SAS Institute, 2014. — 120 p. — ISBN: 1612909043, 9781612909042
Unstructured data is the most voluminous form of data in the world, and analysts rarely receive it in perfect condition for processing. In other words, you often need to clean, transform, and enhance your source data before you can use and derive value from it—especially where textual data is concerned. In Introduction to Regular Expressions in SAS, SAS programmers of virtually all skill levels will learn how to harness the power of Regular Expressions within the SAS programming language for a wide array of everyday applications of unstructured data analyses. This book uses a practical, examples-based approach to walk you through using Regular Expressions for unstructured data processing, and provides you with the foundational information and examples to perform advanced applications.

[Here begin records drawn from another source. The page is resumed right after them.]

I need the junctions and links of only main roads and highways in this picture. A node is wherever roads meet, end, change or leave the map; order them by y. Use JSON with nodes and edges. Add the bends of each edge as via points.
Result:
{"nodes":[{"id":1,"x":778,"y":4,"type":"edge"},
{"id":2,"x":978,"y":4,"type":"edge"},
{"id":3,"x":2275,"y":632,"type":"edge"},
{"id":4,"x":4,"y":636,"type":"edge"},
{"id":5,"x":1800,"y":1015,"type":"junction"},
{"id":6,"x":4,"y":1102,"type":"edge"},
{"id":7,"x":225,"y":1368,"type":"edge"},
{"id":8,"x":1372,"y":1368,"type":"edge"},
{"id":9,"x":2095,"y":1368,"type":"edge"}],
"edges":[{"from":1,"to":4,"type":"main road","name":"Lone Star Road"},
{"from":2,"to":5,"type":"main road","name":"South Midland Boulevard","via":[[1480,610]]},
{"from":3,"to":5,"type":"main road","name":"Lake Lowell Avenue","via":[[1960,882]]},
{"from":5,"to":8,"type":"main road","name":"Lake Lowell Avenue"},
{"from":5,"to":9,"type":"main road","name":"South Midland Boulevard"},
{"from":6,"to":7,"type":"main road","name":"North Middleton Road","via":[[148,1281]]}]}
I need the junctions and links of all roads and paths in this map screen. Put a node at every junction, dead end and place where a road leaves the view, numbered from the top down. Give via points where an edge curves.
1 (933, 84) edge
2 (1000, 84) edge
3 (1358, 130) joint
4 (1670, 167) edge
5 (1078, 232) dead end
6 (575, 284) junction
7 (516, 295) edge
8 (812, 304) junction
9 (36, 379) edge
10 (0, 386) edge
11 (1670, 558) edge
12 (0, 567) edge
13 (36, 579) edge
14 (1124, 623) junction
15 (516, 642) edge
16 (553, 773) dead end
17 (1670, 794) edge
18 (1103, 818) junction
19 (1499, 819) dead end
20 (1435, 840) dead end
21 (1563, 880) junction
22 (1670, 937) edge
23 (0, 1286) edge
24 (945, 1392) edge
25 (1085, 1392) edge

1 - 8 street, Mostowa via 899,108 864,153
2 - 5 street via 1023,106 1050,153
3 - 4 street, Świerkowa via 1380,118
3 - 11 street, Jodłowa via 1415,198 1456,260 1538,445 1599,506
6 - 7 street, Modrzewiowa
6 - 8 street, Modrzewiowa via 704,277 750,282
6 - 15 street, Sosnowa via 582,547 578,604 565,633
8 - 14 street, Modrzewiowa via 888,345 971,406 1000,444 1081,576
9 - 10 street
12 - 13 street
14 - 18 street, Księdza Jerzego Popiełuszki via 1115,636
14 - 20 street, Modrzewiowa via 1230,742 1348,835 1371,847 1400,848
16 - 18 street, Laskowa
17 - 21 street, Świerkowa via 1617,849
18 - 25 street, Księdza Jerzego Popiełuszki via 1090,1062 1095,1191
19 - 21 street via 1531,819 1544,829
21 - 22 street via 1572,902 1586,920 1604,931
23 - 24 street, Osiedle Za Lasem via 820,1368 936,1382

From fuzzy matching to data extraction, this book is a critical reference for any advanced analytics practitioner who needs to leverage SAS software to effectively process their data. This book is part of the SAS Press Program.
About the Author
K. Matthew Windham, CAP, is the director of analytics at NTELX Inc., an analytics and technology solutions consulting firm located in the Washington, DC area. His focus is on helping clients improve their daily operations through the application of mathematical and statistical modeling, data and text mining, and optimization. A longtime SAS user, Matt enjoys leveraging the breadth of the SAS platform to create innovative, predictive analytics solutions. During his career, Matt has led consulting teams in mission-critical environments to provide rapid, high-impact results. He has also architected and delivered analytics solutions across the federal government, with a particular focus on the US Department of Defense and the US Department of the Treasury. Matt is a Certified Analytics Professional (CAP) who received his BS in Applied Mathematics from N.C. State University and his MS in Mathematics and Statistics from Georgetown University.